What is being asked |
Give back all of the data, word for word.

Data shown |
================================

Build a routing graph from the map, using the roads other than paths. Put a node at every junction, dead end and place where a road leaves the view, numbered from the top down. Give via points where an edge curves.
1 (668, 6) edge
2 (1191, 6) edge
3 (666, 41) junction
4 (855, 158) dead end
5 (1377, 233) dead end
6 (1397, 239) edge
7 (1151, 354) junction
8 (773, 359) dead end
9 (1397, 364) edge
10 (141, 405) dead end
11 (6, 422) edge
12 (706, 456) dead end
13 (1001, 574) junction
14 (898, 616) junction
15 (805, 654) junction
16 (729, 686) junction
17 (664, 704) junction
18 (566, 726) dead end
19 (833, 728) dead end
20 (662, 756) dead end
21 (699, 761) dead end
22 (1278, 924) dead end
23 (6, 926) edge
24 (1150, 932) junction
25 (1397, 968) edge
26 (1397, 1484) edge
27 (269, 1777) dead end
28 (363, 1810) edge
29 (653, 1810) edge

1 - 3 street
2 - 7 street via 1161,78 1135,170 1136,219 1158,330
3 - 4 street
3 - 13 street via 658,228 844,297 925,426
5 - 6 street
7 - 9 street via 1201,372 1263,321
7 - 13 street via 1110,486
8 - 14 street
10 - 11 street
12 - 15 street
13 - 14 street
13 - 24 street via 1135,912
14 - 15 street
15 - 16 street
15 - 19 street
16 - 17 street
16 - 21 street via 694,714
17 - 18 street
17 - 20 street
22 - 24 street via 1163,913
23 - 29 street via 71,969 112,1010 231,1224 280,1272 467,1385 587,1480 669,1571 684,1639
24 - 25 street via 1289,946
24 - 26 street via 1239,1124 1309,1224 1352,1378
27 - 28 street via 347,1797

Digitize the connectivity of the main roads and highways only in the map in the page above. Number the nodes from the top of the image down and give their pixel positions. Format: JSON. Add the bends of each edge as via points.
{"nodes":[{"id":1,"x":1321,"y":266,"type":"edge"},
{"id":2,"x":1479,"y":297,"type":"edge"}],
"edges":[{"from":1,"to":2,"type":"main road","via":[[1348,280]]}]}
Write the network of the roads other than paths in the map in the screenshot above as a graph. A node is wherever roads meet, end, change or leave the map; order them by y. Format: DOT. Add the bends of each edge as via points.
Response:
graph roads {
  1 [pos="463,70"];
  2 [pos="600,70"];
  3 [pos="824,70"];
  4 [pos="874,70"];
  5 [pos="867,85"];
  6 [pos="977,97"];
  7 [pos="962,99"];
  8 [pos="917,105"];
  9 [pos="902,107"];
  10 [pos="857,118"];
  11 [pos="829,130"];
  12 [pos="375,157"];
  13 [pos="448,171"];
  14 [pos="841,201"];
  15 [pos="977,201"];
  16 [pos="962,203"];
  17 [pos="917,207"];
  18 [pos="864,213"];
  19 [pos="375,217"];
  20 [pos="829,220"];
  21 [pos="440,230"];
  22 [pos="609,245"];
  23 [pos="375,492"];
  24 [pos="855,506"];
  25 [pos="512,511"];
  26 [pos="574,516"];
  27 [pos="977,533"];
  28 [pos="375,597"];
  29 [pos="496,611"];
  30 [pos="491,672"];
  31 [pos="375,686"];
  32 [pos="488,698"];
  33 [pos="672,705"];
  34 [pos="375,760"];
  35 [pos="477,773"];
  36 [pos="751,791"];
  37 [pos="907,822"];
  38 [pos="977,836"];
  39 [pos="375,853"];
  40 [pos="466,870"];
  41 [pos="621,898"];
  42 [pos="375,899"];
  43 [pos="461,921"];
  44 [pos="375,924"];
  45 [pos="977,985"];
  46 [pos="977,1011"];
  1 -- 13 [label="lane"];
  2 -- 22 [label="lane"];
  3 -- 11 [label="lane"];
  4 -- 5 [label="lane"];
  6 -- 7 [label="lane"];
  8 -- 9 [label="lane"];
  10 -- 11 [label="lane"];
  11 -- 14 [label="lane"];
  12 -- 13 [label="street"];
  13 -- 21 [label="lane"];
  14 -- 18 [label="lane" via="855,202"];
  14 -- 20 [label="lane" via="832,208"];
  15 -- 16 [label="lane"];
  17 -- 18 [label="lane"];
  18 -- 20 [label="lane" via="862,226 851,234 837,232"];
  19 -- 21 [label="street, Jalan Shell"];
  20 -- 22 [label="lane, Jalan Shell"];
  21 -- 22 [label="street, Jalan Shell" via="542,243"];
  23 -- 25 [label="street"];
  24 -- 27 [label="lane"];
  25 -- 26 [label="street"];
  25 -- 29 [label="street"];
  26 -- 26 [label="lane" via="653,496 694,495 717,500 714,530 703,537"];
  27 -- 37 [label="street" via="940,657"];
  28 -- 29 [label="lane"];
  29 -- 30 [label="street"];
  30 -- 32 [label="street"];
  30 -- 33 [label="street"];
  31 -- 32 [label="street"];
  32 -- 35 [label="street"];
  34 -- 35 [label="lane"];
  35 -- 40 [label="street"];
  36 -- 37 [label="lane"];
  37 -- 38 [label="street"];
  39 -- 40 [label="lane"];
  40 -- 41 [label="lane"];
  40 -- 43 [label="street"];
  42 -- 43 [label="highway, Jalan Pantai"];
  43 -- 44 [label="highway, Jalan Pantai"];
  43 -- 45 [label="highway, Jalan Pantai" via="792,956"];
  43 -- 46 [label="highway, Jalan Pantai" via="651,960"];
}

================================

Solution for this exercise |
Build a routing graph from the map, using the roads other than paths. Put a node at every junction, dead end and place where a road leaves the view, numbered from the top down. Give via points where an edge curves.
1 (668, 6) edge
2 (1191, 6) edge
3 (666, 41) junction
4 (855, 158) dead end
5 (1377, 233) dead end
6 (1397, 239) edge
7 (1151, 354) junction
8 (773, 359) dead end
9 (1397, 364) edge
10 (141, 405) dead end
11 (6, 422) edge
12 (706, 456) dead end
13 (1001, 574) junction
14 (898, 616) junction
15 (805, 654) junction
16 (729, 686) junction
17 (664, 704) junction
18 (566, 726) dead end
19 (833, 728) dead end
20 (662, 756) dead end
21 (699, 761) dead end
22 (1278, 924) dead end
23 (6, 926) edge
24 (1150, 932) junction
25 (1397, 968) edge
26 (1397, 1484) edge
27 (269, 1777) dead end
28 (363, 1810) edge
29 (653, 1810) edge

1 - 3 street
2 - 7 street via 1161,78 1135,170 1136,219 1158,330
3 - 4 street
3 - 13 street via 658,228 844,297 925,426
5 - 6 street
7 - 9 street via 1201,372 1263,321
7 - 13 street via 1110,486
8 - 14 street
10 - 11 street
12 - 15 street
13 - 14 street
13 - 24 street via 1135,912
14 - 15 street
15 - 16 street
15 - 19 street
16 - 17 street
16 - 21 street via 694,714
17 - 18 street
17 - 20 street
22 - 24 street via 1163,913
23 - 29 street via 71,969 112,1010 231,1224 280,1272 467,1385 587,1480 669,1571 684,1639
24 - 25 street via 1289,946
24 - 26 street via 1239,1124 1309,1224 1352,1378
27 - 28 street via 347,1797

Digitize the connectivity of the main roads and highways only in the map in the page above. Number the nodes from the top of the image down and give their pixel positions. Format: JSON. Add the bends of each edge as via points.
{"nodes":[{"id":1,"x":1321,"y":266,"type":"edge"},
{"id":2,"x":1479,"y":297,"type":"edge"}],
"edges":[{"from":1,"to":2,"type":"main road","via":[[1348,280]]}]}
Write the network of the roads other than paths in the map in the screenshot above as a graph. A node is wherever roads meet, end, change or leave the map; order them by y. Format: DOT. Add the bends of each edge as via points.
Response:
graph roads {
  1 [pos="463,70"];
  2 [pos="600,70"];
  3 [pos="824,70"];
  4 [pos="874,70"];
  5 [pos="867,85"];
  6 [pos="977,97"];
  7 [pos="962,99"];
  8 [pos="917,105"];
  9 [pos="902,107"];
  10 [pos="857,118"];
  11 [pos="829,130"];
  12 [pos="375,157"];
  13 [pos="448,171"];
  14 [pos="841,201"];
  15 [pos="977,201"];
  16 [pos="962,203"];
  17 [pos="917,207"];
  18 [pos="864,213"];
  19 [pos="375,217"];
  20 [pos="829,220"];
  21 [pos="440,230"];
  22 [pos="609,245"];
  23 [pos="375,492"];
  24 [pos="855,506"];
  25 [pos="512,511"];
  26 [pos="574,516"];
  27 [pos="977,533"];
  28 [pos="375,597"];
  29 [pos="496,611"];
  30 [pos="491,672"];
  31 [pos="375,686"];
  32 [pos="488,698"];
  33 [pos="672,705"];
  34 [pos="375,760"];
  35 [pos="477,773"];
  36 [pos="751,791"];
  37 [pos="907,822"];
  38 [pos="977,836"];
  39 [pos="375,853"];
  40 [pos="466,870"];
  41 [pos="621,898"];
  42 [pos="375,899"];
  43 [pos="461,921"];
  44 [pos="375,924"];
  45 [pos="977,985"];
  46 [pos="977,1011"];
  1 -- 13 [label="lane"];
  2 -- 22 [label="lane"];
  3 -- 11 [label="lane"];
  4 -- 5 [label="lane"];
  6 -- 7 [label="lane"];
  8 -- 9 [label="lane"];
  10 -- 11 [label="lane"];
  11 -- 14 [label="lane"];
  12 -- 13 [label="street"];
  13 -- 21 [label="lane"];
  14 -- 18 [label="lane" via="855,202"];
  14 -- 20 [label="lane" via="832,208"];
  15 -- 16 [label="lane"];
  17 -- 18 [label="lane"];
  18 -- 20 [label="lane" via="862,226 851,234 837,232"];
  19 -- 21 [label="street, Jalan Shell"];
  20 -- 22 [label="lane, Jalan Shell"];
  21 -- 22 [label="street, Jalan Shell" via="542,243"];
  23 -- 25 [label="street"];
  24 -- 27 [label="lane"];
  25 -- 26 [label="street"];
  25 -- 29 [label="street"];
  26 -- 26 [label="lane" via="653,496 694,495 717,500 714,530 703,537"];
  27 -- 37 [label="street" via="940,657"];
  28 -- 29 [label="lane"];
  29 -- 30 [label="street"];
  30 -- 32 [label="street"];
  30 -- 33 [label="street"];
  31 -- 32 [label="street"];
  32 -- 35 [label="street"];
  34 -- 35 [label="lane"];
  35 -- 40 [label="street"];
  36 -- 37 [label="lane"];
  37 -- 38 [label="street"];
  39 -- 40 [label="lane"];
  40 -- 41 [label="lane"];
  40 -- 43 [label="street"];
  42 -- 43 [label="highway, Jalan Pantai"];
  43 -- 44 [label="highway, Jalan Pantai"];
  43 -- 45 [label="highway, Jalan Pantai" via="792,956"];
  43 -- 46 [label="highway, Jalan Pantai" via="651,960"];
}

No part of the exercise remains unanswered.